The question made me pensive. “Why not?”
He shrugged. “Not my vice.”
“What is your vice?”
“Speed.”
“In what way?” Then I thought about the car and the plane I’d had to travel in to get here and blanched. “You mean in a car?” I tried not to think about how fast cars were, and tried even harder not to think about why it concerned me to imagine Frazer using those dangerous vehicles.
“You don’t like cars?” he inquired, cocking a brow at me, making me even more aware of how beautiful his eyes were.
“No, I don’t!” I shuddered. “They’re unnatural.”
He guffawed at that, and I watched in surprise as he bent over at the waist to laugh. It didn’t irritate me though—his amusement at my expense, I mean. If anything, it surprised me.
I didn’t know him well, but I’d seen him every day in the common room we all used—where the two sets of guys checked each other out as though they were both waiting on a war to break out between them.
I knew, point-blank, Frazer had never laughed like this before. At least, not in my presence. And it wasn’t because he was tense and on edge in the common room. They were all watchful, sure, but they relaxed too. Even during movies, Frazer hadn’t laughed like this.

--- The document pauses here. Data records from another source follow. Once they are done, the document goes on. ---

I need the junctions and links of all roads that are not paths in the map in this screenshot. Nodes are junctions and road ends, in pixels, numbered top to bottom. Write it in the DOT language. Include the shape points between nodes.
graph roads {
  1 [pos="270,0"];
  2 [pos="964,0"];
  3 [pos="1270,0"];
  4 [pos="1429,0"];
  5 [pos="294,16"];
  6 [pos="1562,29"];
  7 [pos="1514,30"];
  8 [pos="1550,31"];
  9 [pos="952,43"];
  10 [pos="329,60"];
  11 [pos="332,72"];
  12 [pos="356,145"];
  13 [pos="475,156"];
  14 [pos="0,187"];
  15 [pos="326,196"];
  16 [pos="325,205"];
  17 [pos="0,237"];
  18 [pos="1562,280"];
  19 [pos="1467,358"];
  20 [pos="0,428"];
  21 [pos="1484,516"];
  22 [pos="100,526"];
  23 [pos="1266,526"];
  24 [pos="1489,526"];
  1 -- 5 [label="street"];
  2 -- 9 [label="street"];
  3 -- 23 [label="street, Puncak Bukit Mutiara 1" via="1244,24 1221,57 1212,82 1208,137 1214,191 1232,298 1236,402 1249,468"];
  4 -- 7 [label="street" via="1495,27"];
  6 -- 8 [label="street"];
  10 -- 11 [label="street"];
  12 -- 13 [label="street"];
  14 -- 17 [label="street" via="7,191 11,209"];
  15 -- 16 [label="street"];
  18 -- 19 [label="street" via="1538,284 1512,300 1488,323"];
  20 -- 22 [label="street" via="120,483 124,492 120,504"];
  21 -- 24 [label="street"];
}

He started wheezing as he whispered, “Remind me not to show you my Spider.”
“You have a spider? Ugh, why would I want to see that?” Caelum had a lot of creepy-crawlies I wasn’t used to, and the large spiders were some of the worst. Eren always captured them for me though. If I asked Stefan, he’d swat them with his shoe. I didn’t want the gross things to die, just not to share living space with me.
“No, not an insect,” Frazer responded while he was biting back laughter. Again. “It’s an Aston Martin.”
I scrunched my nose. “What is that?” He said it like I should know.
I didn’t.
“A sports car.” Another wheeze, and his eyes sparkled like blue fire as he drawled, “You’re like no one else, are you?”
My brow puckered. “Of course not. I’m me.”
“Yes. And I’m me.” His own brow furrowed slightly, and I didn’t like how his amusement had died at his words. His mouth tightened when he stated, “Unfortunately.”
The self-deprecating remark seized me up inside. Why was he so down on himself?
I bit at my bottom lip, debating over how to answer or if I even should, and in the end, I couldn’t let that smile die, couldn’t let what I thought seemed to be self-loathing take root.
Sucking in a deep breath, I reached for his hand and squeezed his fingers. He turned from looking out at the ocean as though it held all the answers to everything and murmured, “I’m glad we’re not the same because that would be boring, wouldn’t it?”
His smile, while not as large as before, was there again. “Yeah, you’re right. It would.”